The metabotropic glutamate receptor 7 (mGluR 7) allosteric agonist AMN082 modulates nucleus accumbens GABA and glutamate, but not dopamine, in rats

Abstract

The group III metabotropic glutamate receptor 7 (mGluR 7) has been implicated in many neurological and psychiatric diseases, including drug addiction. However, it is unclear whether and how mGluR 7 modulates nucleus accumbens (NAc) dopamine (DA), l-glutamate or γ-aminobutyric acid (GABA), important neurotransmitters believed to be involved in such neuropsychiatric diseases. In the present study, we found that systemic or intra-NAc administration of the mGluR 7 allosteric agonist N, N′-dibenzyhydryl-ethane-1,2-diamine dihydrochloride (AMN082) dose-dependently lowered NAc extracellular GABA and increased extracellular glutamate, but had no effect on extracellular DA levels.
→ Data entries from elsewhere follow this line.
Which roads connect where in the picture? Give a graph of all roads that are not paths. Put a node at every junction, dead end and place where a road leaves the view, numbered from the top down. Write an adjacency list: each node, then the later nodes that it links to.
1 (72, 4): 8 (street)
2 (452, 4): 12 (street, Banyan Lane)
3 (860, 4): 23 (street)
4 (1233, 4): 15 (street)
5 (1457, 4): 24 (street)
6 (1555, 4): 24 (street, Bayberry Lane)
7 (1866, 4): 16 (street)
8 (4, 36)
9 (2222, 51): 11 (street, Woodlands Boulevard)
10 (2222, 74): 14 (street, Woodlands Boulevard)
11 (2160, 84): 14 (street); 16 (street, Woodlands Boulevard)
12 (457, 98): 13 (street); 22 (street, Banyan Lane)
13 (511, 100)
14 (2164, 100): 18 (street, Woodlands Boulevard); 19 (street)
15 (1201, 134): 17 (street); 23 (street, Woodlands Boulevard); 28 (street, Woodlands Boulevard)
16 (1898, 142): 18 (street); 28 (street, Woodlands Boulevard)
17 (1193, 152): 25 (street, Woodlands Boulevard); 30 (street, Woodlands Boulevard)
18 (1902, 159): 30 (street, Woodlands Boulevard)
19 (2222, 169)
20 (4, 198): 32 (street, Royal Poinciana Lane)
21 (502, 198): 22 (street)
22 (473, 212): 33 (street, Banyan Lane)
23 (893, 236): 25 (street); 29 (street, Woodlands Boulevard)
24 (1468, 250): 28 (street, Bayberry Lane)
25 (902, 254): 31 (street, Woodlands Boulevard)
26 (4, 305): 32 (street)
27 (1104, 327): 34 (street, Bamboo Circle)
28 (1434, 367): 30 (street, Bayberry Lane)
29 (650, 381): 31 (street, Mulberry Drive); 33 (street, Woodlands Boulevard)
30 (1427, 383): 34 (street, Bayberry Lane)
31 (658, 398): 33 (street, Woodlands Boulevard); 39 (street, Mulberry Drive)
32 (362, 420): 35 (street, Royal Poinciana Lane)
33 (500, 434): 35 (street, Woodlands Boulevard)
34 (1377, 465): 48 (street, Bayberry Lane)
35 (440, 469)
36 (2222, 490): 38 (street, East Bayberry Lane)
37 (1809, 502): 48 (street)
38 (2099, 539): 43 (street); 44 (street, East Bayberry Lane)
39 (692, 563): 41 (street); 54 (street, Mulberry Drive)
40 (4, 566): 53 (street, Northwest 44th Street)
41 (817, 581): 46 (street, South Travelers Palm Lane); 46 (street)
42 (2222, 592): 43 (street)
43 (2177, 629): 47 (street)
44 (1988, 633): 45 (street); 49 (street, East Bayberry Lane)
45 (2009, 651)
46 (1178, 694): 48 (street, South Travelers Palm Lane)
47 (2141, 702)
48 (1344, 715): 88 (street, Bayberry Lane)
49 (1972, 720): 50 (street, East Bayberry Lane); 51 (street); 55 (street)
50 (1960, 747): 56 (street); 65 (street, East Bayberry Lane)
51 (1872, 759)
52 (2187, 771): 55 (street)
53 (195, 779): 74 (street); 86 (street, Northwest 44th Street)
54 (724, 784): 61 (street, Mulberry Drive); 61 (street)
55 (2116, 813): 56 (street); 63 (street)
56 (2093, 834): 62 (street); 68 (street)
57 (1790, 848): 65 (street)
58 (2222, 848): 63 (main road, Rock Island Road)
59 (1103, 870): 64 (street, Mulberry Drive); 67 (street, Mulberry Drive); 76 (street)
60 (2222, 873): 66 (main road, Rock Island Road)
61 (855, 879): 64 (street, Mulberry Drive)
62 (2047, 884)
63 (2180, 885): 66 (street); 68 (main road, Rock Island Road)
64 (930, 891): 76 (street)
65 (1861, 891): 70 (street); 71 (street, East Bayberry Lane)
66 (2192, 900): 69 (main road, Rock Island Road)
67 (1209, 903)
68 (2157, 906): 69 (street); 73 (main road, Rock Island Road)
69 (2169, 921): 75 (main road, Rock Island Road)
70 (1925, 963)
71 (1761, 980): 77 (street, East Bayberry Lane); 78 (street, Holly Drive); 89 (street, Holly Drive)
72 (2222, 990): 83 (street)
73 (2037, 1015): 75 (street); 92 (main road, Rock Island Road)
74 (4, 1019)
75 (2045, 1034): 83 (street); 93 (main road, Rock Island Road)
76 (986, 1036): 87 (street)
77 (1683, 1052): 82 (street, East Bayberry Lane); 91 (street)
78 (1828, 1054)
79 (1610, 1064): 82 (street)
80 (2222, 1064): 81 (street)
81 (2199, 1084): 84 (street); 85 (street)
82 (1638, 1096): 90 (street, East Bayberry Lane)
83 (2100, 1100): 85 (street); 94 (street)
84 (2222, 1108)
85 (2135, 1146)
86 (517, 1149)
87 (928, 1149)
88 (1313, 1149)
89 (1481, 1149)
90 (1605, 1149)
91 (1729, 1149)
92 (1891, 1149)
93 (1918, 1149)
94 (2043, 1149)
Such effects were blocked by ( R, S)-α-methylserine- O-phosphate (MSOP), a group III mGluR antagonist. Intra-NAc perfusion of tetrodotoxin (TTX) blocked the AMN082-induced increases in glutamate, but failed to block the AMN082-induced reduction in GABA, suggesting vesicular glutamate and non-vesicular GABA origins for these effects. In addition, blockade of NAc GABA B receptors by 2-hydroxy-saclofen itself elevated NAc extracellular glutamate. Intra-NAc perfusion of 2-hydroxy-saclofen not only abolished the enhanced extracellular glutamate normally produced by AMN082, but also decreased extracellular glutamate in a TTX-resistant manner. We interpret these findings to suggest that the increase in glutamate is secondary to the decrease in GABA, which overcomes mGluR 7 activation-induced inhibition of non-vesicular glutamate release. In contrast to its modulatory effect on GABA and glutamate, the mGluR 7 receptor does not appear to modulate NAc DA release.